Various clinical trials for the study of tofersen have been conducted by Biogen. Phase 1–2 studies were conducted involving 50 patients, the primary objective being to evaluate the safety and pharmacokinetic data and to assess the SOD1 concentration change from baseline at day 85. These trials were conducted at different 18 sites in USA, Canada, and four countries in Western Europe (Germany, France, Belgium, and the UK). Five doses of tofersen and a placebo were provided intrathecally over the course of 12 weeks to the participants in each dose cohort (20, 40, 60, and 100 mg) in a ratio of 3:1. Tofersen or placebo was delivered as a single dose on days 1, 15, 29, 57, and 85. A total of 55 participants completed screening between November 7, 2016 and July 17, 2018, and 50 of them were recruited in the phase 1–2 trial. Of the 50 participants, 12 received placebo, 10 received 20 mg, 9 received 40 mg, 9 received 60 mg, and 10 received 100 mg. Up to day 85, participants who received tofersen experienced a reduction in geometric mean ratios of SOD1 protein concentrations from a baseline of 1% in the 20 mg dose group, 27% in the 40 mg dose group, 21% in the 60 mg dose group, and 36% in the 100 mg dose group; participants who received placebo experienced a 3% reduction in the ratio [18].
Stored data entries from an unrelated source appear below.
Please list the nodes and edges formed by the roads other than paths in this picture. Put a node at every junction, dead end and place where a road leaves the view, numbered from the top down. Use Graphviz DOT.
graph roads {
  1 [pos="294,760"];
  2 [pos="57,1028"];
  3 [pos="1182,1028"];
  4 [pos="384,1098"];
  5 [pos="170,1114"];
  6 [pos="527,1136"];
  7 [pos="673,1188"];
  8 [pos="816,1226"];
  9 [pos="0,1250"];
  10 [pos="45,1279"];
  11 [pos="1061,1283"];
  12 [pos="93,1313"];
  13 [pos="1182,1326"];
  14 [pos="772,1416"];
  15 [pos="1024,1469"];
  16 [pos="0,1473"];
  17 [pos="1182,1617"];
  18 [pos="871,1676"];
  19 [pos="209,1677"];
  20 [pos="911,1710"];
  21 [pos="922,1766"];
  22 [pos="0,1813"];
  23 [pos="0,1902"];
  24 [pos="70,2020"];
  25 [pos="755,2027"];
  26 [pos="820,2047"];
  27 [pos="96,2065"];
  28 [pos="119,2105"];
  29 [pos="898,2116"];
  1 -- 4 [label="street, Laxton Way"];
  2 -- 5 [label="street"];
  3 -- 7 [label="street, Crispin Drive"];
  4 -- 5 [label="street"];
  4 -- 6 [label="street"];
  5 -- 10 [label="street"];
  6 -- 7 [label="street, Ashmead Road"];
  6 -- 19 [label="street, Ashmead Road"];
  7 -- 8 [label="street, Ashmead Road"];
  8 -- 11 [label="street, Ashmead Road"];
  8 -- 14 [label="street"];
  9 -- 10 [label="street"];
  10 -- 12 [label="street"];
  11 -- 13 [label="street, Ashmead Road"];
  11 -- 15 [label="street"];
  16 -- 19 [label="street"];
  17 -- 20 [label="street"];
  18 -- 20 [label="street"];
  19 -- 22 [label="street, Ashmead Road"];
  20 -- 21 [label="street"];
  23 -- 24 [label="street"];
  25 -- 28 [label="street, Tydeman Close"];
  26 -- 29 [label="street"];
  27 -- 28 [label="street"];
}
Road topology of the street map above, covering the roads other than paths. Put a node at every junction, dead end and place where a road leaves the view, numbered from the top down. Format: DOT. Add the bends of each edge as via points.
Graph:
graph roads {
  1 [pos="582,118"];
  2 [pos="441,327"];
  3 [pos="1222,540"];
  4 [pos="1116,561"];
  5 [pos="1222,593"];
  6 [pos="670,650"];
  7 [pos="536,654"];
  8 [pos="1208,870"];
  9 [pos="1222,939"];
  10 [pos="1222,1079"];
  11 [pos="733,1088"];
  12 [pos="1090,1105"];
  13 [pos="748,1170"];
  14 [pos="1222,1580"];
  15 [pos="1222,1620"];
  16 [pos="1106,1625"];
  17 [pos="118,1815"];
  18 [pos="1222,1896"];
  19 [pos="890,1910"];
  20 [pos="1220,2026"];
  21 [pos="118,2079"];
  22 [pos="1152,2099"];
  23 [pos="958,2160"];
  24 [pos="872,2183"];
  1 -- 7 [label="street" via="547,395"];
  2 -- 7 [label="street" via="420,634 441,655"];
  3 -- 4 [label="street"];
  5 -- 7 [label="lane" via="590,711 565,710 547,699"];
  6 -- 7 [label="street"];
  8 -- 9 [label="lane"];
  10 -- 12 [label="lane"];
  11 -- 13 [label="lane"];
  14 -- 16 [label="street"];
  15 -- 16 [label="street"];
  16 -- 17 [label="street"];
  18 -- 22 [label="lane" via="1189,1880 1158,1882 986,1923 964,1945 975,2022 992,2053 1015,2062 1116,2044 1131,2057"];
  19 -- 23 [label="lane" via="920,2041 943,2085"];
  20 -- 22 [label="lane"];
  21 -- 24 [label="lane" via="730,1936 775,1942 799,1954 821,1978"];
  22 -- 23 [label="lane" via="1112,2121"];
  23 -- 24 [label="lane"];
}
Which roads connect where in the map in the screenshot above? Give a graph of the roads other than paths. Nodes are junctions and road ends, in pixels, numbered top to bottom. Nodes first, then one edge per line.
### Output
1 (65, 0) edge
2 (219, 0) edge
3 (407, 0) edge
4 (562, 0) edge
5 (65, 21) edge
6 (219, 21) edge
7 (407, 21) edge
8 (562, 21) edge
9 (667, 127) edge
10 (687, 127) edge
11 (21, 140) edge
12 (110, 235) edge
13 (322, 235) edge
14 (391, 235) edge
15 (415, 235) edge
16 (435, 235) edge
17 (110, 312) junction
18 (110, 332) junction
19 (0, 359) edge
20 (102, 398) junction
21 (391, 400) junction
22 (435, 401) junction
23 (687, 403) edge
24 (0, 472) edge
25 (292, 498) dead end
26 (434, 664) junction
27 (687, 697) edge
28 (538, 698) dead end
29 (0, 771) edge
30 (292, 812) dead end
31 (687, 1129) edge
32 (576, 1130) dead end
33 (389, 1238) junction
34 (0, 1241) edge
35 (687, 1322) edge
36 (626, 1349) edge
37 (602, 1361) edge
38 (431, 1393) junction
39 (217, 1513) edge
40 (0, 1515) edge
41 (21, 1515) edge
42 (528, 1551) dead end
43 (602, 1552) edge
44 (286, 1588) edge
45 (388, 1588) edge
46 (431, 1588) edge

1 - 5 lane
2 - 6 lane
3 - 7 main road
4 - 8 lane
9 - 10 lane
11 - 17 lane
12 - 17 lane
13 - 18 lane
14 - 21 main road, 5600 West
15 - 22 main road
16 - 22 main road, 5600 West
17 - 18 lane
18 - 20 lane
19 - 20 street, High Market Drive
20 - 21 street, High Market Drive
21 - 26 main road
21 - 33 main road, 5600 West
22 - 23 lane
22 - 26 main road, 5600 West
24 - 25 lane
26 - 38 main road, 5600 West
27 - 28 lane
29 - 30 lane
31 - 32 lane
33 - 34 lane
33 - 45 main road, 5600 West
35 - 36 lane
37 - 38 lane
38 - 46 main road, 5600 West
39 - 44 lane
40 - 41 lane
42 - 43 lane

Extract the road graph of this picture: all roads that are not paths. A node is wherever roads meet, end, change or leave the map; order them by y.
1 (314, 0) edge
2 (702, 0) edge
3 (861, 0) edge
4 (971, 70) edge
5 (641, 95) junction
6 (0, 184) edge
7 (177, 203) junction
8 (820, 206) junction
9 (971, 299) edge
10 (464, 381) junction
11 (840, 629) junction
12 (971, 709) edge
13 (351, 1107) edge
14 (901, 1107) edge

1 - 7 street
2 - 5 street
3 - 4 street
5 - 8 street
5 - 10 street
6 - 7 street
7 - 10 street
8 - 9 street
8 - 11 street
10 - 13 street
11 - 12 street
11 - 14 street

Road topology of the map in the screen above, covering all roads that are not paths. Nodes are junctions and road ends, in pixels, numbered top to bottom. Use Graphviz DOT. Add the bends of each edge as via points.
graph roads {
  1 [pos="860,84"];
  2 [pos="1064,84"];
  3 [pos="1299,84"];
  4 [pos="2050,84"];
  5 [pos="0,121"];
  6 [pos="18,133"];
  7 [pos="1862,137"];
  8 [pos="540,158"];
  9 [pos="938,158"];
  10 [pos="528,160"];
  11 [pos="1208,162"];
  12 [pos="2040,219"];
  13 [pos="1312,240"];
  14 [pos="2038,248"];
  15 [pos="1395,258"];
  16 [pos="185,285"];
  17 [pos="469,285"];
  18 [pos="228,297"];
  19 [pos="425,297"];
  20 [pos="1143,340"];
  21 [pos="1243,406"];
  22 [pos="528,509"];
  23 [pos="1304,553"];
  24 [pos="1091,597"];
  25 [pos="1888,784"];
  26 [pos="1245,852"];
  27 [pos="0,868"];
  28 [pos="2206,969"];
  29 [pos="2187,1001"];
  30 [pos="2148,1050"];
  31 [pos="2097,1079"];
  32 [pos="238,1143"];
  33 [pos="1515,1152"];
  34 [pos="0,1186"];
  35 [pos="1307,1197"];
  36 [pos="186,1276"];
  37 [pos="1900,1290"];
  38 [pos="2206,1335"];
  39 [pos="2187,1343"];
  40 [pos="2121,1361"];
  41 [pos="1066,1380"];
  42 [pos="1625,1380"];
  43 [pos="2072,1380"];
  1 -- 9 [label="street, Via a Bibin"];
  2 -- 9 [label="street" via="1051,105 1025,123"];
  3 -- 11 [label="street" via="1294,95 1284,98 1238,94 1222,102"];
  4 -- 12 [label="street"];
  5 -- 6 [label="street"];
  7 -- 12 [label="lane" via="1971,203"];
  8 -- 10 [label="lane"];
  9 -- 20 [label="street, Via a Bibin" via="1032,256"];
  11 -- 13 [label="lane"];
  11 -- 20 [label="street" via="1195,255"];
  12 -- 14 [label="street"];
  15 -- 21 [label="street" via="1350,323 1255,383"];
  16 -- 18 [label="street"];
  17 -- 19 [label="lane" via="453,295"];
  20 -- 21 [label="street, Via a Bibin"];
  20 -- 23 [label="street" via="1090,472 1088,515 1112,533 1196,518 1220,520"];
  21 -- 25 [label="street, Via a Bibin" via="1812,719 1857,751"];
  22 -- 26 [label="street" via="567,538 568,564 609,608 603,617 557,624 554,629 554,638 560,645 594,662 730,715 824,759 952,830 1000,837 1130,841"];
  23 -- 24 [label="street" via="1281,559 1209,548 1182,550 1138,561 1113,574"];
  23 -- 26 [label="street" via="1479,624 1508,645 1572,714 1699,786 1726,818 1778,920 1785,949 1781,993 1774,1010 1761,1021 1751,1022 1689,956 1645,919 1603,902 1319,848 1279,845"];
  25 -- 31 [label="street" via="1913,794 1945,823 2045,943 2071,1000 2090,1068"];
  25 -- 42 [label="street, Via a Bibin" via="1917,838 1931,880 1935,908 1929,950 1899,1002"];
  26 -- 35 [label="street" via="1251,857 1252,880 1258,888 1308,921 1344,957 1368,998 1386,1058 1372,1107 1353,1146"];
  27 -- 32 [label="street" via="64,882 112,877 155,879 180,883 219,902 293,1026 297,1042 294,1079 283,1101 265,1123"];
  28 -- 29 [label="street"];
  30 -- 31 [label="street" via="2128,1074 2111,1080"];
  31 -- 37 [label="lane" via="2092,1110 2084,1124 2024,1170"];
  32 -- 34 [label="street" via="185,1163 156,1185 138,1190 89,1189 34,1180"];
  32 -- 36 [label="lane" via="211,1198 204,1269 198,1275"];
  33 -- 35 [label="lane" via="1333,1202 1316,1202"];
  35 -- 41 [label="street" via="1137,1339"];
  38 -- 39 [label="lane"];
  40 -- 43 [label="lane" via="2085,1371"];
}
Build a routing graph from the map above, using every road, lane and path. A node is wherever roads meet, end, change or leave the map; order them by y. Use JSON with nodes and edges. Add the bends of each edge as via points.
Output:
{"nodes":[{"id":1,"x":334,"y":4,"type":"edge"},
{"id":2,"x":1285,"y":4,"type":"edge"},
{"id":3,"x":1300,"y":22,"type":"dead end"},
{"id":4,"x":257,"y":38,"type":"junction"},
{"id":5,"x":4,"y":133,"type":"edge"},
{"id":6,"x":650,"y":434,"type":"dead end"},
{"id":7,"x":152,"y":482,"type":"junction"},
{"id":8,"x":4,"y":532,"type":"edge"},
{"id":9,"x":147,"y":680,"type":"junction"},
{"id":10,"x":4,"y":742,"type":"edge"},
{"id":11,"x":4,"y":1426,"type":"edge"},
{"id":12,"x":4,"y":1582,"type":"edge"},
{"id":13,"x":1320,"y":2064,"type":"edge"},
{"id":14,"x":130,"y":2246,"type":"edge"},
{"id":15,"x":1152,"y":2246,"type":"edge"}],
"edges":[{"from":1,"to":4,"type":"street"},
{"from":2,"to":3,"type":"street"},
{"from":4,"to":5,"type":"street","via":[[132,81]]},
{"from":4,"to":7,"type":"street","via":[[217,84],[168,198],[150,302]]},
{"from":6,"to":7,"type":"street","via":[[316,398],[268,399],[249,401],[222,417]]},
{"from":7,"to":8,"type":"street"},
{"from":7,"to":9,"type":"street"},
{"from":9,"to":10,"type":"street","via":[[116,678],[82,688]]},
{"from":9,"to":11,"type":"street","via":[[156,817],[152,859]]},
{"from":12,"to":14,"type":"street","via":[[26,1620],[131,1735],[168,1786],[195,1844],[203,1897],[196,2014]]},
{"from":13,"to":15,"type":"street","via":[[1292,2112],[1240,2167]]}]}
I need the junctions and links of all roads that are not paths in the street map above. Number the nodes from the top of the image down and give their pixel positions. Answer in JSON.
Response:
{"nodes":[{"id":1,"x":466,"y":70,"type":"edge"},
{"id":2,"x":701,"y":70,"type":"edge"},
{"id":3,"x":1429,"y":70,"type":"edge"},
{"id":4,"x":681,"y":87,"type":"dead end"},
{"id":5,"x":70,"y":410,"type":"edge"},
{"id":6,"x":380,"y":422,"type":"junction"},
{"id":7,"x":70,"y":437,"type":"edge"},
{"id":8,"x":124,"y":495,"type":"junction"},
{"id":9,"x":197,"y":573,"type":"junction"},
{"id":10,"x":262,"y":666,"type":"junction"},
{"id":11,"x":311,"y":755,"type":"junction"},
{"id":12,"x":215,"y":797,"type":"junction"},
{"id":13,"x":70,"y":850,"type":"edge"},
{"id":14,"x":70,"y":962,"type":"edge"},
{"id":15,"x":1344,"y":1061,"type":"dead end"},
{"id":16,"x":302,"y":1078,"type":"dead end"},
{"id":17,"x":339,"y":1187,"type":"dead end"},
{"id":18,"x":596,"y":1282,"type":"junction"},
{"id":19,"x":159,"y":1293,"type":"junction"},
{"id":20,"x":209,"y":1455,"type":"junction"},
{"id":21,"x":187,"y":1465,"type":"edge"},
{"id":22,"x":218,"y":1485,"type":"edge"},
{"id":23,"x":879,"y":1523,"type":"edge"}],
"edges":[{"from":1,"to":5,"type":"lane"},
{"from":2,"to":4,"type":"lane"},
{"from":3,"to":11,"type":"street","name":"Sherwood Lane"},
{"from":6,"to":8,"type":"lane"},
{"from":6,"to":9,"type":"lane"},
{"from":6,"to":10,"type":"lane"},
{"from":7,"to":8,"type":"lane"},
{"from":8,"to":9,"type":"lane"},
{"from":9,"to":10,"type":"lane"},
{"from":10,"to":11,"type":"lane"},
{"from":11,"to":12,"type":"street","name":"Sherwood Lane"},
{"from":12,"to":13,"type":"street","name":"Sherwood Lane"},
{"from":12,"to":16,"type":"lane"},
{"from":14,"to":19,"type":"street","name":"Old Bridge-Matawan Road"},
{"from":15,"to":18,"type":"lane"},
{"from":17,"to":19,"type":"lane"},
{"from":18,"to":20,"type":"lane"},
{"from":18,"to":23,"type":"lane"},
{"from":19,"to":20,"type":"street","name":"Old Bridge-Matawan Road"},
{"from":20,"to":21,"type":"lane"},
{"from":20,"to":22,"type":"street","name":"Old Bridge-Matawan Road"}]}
From March 2019 through July 2021, a phase 3, double‐blind, randomized, placebo‐controlled experiment was carried out. Some 32 sites in 10 different countries approved participants for the clinical trial. The trial included a 28‐day screening period, a 168‐day medication period, and a 28–56‐day follow‐up period. In this trial, a total of 108 participants were enrolled. Of the 108 participants, 72 were assigned to receive tofersen (39 participants expected to have faster progression) and 36 to receive placebo (21 participants expected to have faster progression). In this phase 3 trial, randomly enrolled adults with mutations in SOD1 were assigned to receive eight doses of tofersen (100 mg) or placebo in a 2:1 ratio over a period of 168 days. Intrathecal bolus injections of tofersen (100 mg) or an equivalent amount of a placebo were given to participants via lumbar puncture during a 168‐day period in three doses, once after 7 days, then five doses once after 28 days. In the faster‐progression subgroup, in participants who received tofersen (100 mg) the total concentration of SOD1 protein in CSF was decreased by 29%, as compared with those who received placebo who showed an increase of 16%. In comparison, in the slower‐progression subgroup, participants who received tofersen (100 mg) showed a 40% decrease in the concentration of SOD1 proteins, compared with the participants who received placebo who experienced a 19% reduction (Table 3) [42].

TABLE 3.

Clinical trials of tofersen.

Phase	Trial code	Participants (n)	Purpose of study	Sponsor	Completion date	References
NA	NCT04972487	NA	An early access program to provide access to tofersen to eligible participants with ALS associated with mutations in the SOD1 gene	Biogen	NA	[43]
Phase 1	NCT03764488	8	To assess the safety, tolerability, and distribution in the CNS of a microdose of radiolabeled BIIB067 (99mTc‐MAG3‐BIIB067) co‐administered with BIIB067 (tofersen)	Biogen	July 10, 2021	[44]
Phase 3	NCT02623699	178	A three‐part study to assess the efficacy, safety, tolerability, PK, and PD of tofersen in adult participants with ALS associated with SOD1 mutations	Biogen	July 16, 2021	[18, 45]
Phase 3	NCT03070119	138	To assess the long‐term safety and tolerability of tofersen in participants with ALS and confirmed SOD1 mutations	Biogen	June 13, 2024	[18, 42, 46]
NA	NCT05725759	10	To describe the effect of a personalized rehabilitation program for patients with SOD1 ALS treated with tofersen	Washington University School of Medicine	December 2024	[47]
NA	NCT05852418	25,000	To gather information on the use of assistive devices, medications (tofersen, nusinersen, risdiplam, as well as symptomatic treatments), and other healthcare interventions (e.g., ventilator therapy and nutritional support) in ALS and SMA patients	Ambulanzpartner Soziotechnologie APST GmbH	June 2025	[48]
Phase 3	NCT04856982	150	To assess the effectiveness of tofersen in pre‐symptomatic adult carriers of SOD1 mutations with elevated neurofilament levels	Biogen	August 7, 2027	[49]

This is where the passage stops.